> _Data shown_:
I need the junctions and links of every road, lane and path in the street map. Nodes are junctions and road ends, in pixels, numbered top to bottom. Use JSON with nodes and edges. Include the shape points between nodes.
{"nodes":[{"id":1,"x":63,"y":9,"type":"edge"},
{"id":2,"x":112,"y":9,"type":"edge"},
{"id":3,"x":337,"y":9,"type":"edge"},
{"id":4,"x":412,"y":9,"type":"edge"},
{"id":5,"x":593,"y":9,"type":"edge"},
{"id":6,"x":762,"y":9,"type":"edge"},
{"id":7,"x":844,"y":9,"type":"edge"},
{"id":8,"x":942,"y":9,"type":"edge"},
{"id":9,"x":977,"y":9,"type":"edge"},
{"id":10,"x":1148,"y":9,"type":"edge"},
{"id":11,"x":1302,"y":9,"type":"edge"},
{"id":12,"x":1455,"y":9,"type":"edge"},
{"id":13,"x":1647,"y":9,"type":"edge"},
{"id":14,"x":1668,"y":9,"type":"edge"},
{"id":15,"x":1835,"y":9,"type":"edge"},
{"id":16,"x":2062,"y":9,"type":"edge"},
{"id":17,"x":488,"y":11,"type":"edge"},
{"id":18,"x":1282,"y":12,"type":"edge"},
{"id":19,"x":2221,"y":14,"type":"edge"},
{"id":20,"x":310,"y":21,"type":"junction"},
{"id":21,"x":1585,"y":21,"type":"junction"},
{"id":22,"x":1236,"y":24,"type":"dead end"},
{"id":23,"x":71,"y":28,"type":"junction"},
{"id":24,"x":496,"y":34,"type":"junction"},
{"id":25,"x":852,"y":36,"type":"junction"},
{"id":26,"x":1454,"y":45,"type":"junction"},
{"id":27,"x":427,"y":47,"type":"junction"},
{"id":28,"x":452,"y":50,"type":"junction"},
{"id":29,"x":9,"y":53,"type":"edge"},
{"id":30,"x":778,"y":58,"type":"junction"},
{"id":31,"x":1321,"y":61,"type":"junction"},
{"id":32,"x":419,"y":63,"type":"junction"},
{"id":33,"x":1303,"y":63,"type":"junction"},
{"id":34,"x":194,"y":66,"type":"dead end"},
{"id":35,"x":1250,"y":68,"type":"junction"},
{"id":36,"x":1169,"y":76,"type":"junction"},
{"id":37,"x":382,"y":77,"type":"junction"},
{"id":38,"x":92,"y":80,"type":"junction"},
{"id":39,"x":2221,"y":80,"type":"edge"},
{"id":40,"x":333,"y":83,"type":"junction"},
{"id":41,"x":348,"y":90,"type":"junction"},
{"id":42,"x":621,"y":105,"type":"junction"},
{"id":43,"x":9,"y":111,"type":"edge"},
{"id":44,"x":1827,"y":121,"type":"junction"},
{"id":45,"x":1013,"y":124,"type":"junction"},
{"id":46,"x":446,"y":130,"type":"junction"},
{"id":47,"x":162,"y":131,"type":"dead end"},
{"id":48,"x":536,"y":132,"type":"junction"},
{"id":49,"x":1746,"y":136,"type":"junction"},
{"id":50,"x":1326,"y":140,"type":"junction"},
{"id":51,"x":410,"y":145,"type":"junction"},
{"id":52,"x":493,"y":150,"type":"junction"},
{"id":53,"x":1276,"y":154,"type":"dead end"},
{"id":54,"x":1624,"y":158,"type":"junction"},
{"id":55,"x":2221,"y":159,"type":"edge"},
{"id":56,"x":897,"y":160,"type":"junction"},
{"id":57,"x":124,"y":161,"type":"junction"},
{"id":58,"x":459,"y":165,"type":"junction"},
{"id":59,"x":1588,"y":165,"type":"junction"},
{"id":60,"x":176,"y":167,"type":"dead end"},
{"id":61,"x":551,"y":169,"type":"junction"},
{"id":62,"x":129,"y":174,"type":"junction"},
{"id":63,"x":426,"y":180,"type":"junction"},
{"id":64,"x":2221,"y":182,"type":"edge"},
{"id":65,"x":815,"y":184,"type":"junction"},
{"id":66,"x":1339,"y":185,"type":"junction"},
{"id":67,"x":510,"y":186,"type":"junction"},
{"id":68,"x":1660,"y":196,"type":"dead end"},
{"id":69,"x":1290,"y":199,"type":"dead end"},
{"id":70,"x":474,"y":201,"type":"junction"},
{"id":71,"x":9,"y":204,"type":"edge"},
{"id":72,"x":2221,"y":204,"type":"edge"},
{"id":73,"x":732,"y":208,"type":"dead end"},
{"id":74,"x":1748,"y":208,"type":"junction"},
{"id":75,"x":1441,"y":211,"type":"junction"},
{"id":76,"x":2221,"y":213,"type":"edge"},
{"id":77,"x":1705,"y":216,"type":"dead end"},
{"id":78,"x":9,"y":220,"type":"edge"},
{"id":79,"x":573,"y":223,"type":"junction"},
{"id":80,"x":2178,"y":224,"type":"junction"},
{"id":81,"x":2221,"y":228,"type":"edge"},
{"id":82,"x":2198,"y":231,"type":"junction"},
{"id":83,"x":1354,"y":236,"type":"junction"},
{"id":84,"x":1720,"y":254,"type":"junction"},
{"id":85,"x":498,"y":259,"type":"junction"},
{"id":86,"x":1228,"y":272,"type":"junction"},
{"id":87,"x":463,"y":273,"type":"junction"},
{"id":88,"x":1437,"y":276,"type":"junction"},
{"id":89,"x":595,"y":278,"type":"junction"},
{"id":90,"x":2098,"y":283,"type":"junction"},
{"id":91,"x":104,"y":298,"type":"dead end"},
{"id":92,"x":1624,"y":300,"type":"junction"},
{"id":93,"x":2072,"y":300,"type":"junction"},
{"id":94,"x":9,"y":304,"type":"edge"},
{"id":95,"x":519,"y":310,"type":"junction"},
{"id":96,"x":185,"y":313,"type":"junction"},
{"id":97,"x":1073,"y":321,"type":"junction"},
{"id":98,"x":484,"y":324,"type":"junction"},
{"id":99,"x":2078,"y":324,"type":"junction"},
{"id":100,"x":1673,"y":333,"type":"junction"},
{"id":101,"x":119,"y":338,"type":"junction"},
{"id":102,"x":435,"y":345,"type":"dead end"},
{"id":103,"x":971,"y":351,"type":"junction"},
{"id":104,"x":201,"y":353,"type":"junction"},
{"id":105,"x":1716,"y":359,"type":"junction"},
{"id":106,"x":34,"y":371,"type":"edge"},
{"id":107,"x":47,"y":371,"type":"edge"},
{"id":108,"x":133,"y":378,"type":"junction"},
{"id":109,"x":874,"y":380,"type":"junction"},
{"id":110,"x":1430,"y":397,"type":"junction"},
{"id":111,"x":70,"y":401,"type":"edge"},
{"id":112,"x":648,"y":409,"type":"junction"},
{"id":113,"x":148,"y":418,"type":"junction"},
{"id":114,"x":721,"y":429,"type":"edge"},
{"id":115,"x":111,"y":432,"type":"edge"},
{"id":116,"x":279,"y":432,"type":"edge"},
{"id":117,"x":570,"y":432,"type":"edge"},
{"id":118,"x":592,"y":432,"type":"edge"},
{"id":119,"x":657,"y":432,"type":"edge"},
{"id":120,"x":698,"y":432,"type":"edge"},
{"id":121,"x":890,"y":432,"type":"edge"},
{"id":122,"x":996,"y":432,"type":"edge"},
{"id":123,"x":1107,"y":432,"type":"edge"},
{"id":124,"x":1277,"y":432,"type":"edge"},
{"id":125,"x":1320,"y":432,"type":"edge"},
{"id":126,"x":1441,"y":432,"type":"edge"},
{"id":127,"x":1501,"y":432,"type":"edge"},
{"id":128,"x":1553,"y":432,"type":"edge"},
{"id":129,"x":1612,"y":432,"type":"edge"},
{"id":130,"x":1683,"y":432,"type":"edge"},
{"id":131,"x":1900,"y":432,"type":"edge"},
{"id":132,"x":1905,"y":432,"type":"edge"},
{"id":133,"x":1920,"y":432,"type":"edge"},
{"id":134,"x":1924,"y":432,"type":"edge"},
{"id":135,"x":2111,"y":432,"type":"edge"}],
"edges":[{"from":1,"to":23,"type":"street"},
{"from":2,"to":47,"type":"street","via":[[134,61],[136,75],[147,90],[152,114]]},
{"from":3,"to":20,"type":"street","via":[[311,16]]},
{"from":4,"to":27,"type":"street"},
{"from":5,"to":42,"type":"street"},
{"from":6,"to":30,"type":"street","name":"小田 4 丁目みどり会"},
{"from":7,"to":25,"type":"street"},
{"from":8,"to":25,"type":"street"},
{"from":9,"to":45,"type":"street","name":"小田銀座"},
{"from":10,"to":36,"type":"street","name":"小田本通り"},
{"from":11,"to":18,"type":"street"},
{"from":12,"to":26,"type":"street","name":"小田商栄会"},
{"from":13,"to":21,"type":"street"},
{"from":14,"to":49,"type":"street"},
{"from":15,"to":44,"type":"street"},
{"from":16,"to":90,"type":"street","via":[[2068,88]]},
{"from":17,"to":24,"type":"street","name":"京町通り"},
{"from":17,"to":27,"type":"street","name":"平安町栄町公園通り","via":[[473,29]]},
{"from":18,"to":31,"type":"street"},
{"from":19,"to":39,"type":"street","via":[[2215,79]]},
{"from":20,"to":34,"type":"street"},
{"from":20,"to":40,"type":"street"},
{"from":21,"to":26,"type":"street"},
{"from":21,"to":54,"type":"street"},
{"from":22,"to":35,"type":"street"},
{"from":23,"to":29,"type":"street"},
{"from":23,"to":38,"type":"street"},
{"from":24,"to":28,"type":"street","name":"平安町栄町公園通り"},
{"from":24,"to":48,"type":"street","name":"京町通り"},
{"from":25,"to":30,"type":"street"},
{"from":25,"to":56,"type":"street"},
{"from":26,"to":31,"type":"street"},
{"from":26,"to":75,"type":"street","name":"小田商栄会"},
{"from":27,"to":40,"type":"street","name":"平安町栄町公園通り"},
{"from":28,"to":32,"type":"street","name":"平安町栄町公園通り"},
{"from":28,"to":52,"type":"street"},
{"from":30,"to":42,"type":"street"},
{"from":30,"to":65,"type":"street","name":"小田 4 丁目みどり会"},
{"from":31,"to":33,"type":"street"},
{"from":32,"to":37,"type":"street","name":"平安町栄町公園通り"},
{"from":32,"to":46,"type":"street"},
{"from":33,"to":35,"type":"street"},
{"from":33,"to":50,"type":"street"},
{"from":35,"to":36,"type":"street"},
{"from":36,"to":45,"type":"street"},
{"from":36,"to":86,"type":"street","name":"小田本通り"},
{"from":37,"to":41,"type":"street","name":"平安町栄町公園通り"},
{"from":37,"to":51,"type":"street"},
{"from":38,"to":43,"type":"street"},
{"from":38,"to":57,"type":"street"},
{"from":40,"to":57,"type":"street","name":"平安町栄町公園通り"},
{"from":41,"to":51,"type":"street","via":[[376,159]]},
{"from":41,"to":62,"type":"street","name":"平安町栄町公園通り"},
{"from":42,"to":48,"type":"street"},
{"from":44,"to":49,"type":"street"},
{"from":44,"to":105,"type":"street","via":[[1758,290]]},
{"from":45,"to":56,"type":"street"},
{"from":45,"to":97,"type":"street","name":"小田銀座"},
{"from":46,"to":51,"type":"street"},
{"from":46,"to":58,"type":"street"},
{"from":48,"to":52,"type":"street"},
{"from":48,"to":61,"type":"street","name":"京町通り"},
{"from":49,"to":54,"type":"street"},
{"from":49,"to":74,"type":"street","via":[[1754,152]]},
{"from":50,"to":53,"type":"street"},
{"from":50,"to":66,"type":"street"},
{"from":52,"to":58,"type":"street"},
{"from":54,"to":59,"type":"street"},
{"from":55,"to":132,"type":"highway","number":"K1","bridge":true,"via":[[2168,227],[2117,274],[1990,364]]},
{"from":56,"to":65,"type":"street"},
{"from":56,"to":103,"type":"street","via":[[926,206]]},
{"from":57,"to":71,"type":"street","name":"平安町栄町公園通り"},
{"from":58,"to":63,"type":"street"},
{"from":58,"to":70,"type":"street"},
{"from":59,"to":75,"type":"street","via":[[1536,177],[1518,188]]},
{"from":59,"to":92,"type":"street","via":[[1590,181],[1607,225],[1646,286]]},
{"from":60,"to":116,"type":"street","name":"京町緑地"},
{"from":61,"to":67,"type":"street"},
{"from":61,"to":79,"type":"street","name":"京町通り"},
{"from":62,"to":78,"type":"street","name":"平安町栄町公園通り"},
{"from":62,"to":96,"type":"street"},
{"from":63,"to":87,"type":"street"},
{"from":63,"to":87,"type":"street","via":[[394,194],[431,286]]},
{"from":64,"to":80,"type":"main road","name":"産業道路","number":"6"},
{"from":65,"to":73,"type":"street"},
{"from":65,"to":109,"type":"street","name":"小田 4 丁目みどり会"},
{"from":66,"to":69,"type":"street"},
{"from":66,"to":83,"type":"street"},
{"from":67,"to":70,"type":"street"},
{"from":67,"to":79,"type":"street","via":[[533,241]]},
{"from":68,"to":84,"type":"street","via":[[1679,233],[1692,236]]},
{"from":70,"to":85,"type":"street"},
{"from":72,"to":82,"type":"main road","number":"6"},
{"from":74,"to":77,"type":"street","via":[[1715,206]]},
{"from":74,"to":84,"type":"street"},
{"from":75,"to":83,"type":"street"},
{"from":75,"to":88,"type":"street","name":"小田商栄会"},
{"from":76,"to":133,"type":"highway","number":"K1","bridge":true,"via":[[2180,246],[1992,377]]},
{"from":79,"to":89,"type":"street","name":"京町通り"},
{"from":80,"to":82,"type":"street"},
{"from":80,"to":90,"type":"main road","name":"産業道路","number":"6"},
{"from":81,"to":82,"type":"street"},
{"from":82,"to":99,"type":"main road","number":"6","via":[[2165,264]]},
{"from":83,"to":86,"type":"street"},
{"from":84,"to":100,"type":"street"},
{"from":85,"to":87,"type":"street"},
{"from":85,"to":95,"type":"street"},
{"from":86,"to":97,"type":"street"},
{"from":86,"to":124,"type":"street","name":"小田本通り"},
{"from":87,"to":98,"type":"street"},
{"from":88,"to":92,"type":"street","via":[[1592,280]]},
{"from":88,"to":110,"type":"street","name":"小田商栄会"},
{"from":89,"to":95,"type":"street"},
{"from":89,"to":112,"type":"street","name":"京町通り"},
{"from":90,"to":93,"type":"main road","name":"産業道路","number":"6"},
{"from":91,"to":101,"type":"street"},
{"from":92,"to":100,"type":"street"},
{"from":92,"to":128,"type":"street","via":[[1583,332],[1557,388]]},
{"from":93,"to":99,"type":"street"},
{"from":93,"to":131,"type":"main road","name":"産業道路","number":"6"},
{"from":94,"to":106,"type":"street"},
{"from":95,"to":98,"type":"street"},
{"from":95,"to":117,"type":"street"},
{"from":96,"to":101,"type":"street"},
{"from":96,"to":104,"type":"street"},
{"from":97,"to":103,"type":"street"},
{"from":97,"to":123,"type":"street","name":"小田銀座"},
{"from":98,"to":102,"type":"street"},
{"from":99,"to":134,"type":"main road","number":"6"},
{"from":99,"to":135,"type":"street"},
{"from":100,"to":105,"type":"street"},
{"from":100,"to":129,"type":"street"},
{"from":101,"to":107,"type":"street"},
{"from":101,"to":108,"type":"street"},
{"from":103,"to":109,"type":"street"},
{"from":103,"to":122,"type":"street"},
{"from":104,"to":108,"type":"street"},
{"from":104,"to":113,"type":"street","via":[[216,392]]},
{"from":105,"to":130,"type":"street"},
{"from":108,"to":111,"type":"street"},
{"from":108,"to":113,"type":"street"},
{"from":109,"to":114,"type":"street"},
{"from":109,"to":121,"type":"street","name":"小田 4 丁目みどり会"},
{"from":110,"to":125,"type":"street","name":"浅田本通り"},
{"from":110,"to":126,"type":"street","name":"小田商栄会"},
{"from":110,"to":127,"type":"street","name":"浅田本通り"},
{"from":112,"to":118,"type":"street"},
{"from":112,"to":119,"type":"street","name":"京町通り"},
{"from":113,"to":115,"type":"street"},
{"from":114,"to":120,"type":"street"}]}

> _What the task requires_: The answer must be every line from the records above that contains the word "丁目みどり会", copied in full.

> _Your response_:
{"from":6,"to":30,"type":"street","name":"小田 4 丁目みどり会"},
{"from":30,"to":65,"type":"street","name":"小田 4 丁目みどり会"},
{"from":65,"to":109,"type":"street","name":"小田 4 丁目みどり会"},
{"from":109,"to":121,"type":"street","name":"小田 4 丁目みどり会"},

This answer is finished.